Recommended by Brooke Heffernan
Tatum Morgan’s life changed forever the summer before her freshman year of college. Now, she yearns to explore the opportunities of her new life at USC. Starting with a clean slate, Tatum tries to ignore her past — including her ex-boyfriend who is persistent about hindering her healing progress. She battles to focus on her new life and plan for her future while her past keeps crawling back to haunt her. Bridgeforth’s novel gives a fresh college perspective all about new beginnings and starting over.
“Bridgeforth works at our shop and she’s been a really awesome employee for us, but she has a really interesting way of looking at the world,” Heffernan said. “I like picking her brain for how a story comes together. It’s a story about the past [and how] her main character has to accept the future.”

“Martyr!”
by Kaveh Akbar
Recommended by Brooke Heffernan
Kaveh Akbar’s “Martyr!” is a testament to the meaning of life through the personal exploration of faith, art, and self-identity. Cyrus Shams is a newly sober poet and orphaned son of Iranian immigrants who is haunted by the loss of his family and the impacts of historical violence. Driven by an obsession with martyrdom and guided by addiction, art, and ancestry, Cyrus embarks on a journey of self-discovery that leads him to a revelation that upends everything he thought he knew. Guided by the ghosts of poets, martyrs, and myths, Cyrus digs through his inherited pain and fractured faith to uncover unexpected truths that approach the complexities of life. Both wildly innovative and deeply human, “Martyr!” is an impactful debut novel that thrives on sorrow, spiritual yearning, and a lost sense of personal identity.
Heffernan mentioned this book sells well at Chapter Book Lounge and that she would recommend it to anyone looking to read and support a local author.
New and Upcoming Releases

“Say You’ll Remember Me”
by Abby Jimenez
Recommended by Brooke Heffernan
Release Date: April 1, 2025
Samantha believes that there is no such thing as true love or the perfect match, but Xavier Rush is doing his best to prove her wrong.
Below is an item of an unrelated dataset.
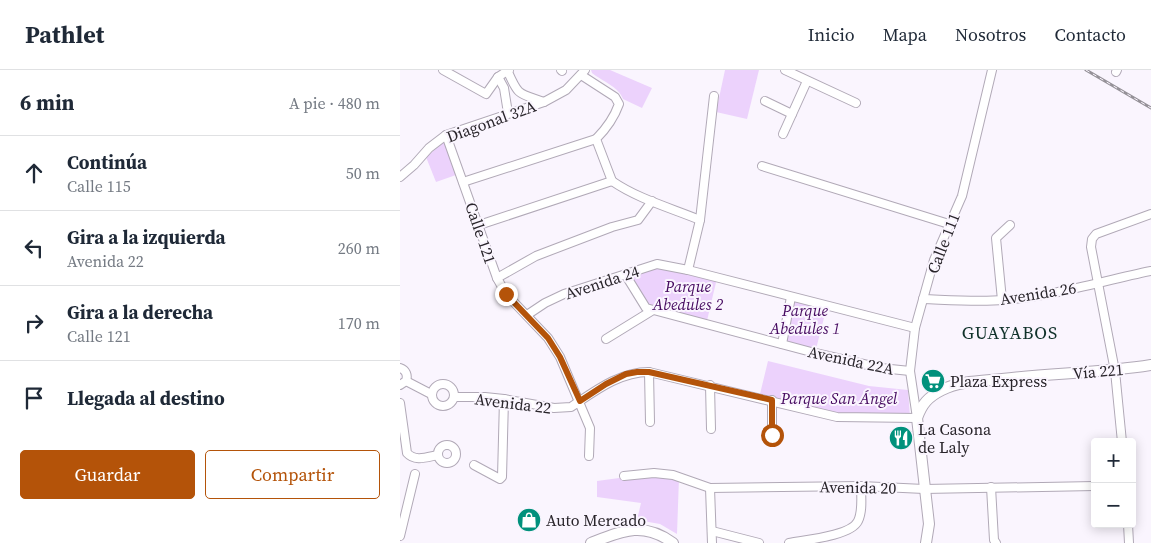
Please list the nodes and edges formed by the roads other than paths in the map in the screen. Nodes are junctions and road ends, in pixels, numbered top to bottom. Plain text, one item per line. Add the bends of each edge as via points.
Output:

The drop-dead gorgeous veterinarian who is basically the next best thing to a Greek God might be the exact thing that she needs. After what is possibly the best date of her entire life, she is forced to admit to Xavier — and herself — that she is absolutely not in the position to be starting a relationship with someone and the two part ways at her request. However, no amount of time or space allows her to forget the sparks she felt between them, but did he feel the same way?
“I can’t speak to her newest book: I just know that all of her books are popular in our store,” Heffernan said. “Specifically, we tend to draw a more female audience, so our romance and our fantasy books sell the best, and that’s one [book that] I know that has a lot of enthusiasm behind it.”
“Can’t Get Enough”
by Kennedy Ryan
Recommended by Amethyst Jones
Release Date: May 13, 2025
Hendrix Barry has it all— an amazing and supportive group of friends, a dream career as a bad-ass powerhouse entrepreneur, and a vision-board life that most can only manifest in their journals. She is a woman of ambitions, passions, and dreams who is always striving to complete her goals and cross something off her to-do list while also taking care of an aging parent. With that life, who has time for love? She has spreadsheets to manage and parents to care for. Love just doesn’t fit into her perfectly curtain world… That is until Maverick Bell comes into play.
Maverick Bell is tech royalty in a tailored suit, all smolder and swagger, and he just happens to be the first man who actually understands her. He’s also completely off-limits—which, of course, only makes him more irresistible. Sparks fly, rules blur, and suddenly Hendrix is asking herself: what if the one thing she thought she didn’t need is exactly what she’s been missing? Steamy, sharp, and deliciously fun, this is a romance where ambition meets its match and demonstrates that sometimes breaking your own rules is needed in order to pursue happily ever after.
“[Kennedy Ryan] is my absolute favorite romance author, because it’s really a combination of being kind of spicy, but also really smart and really fun,” Jones said. “And of course, with romance, you always have a happy ending.”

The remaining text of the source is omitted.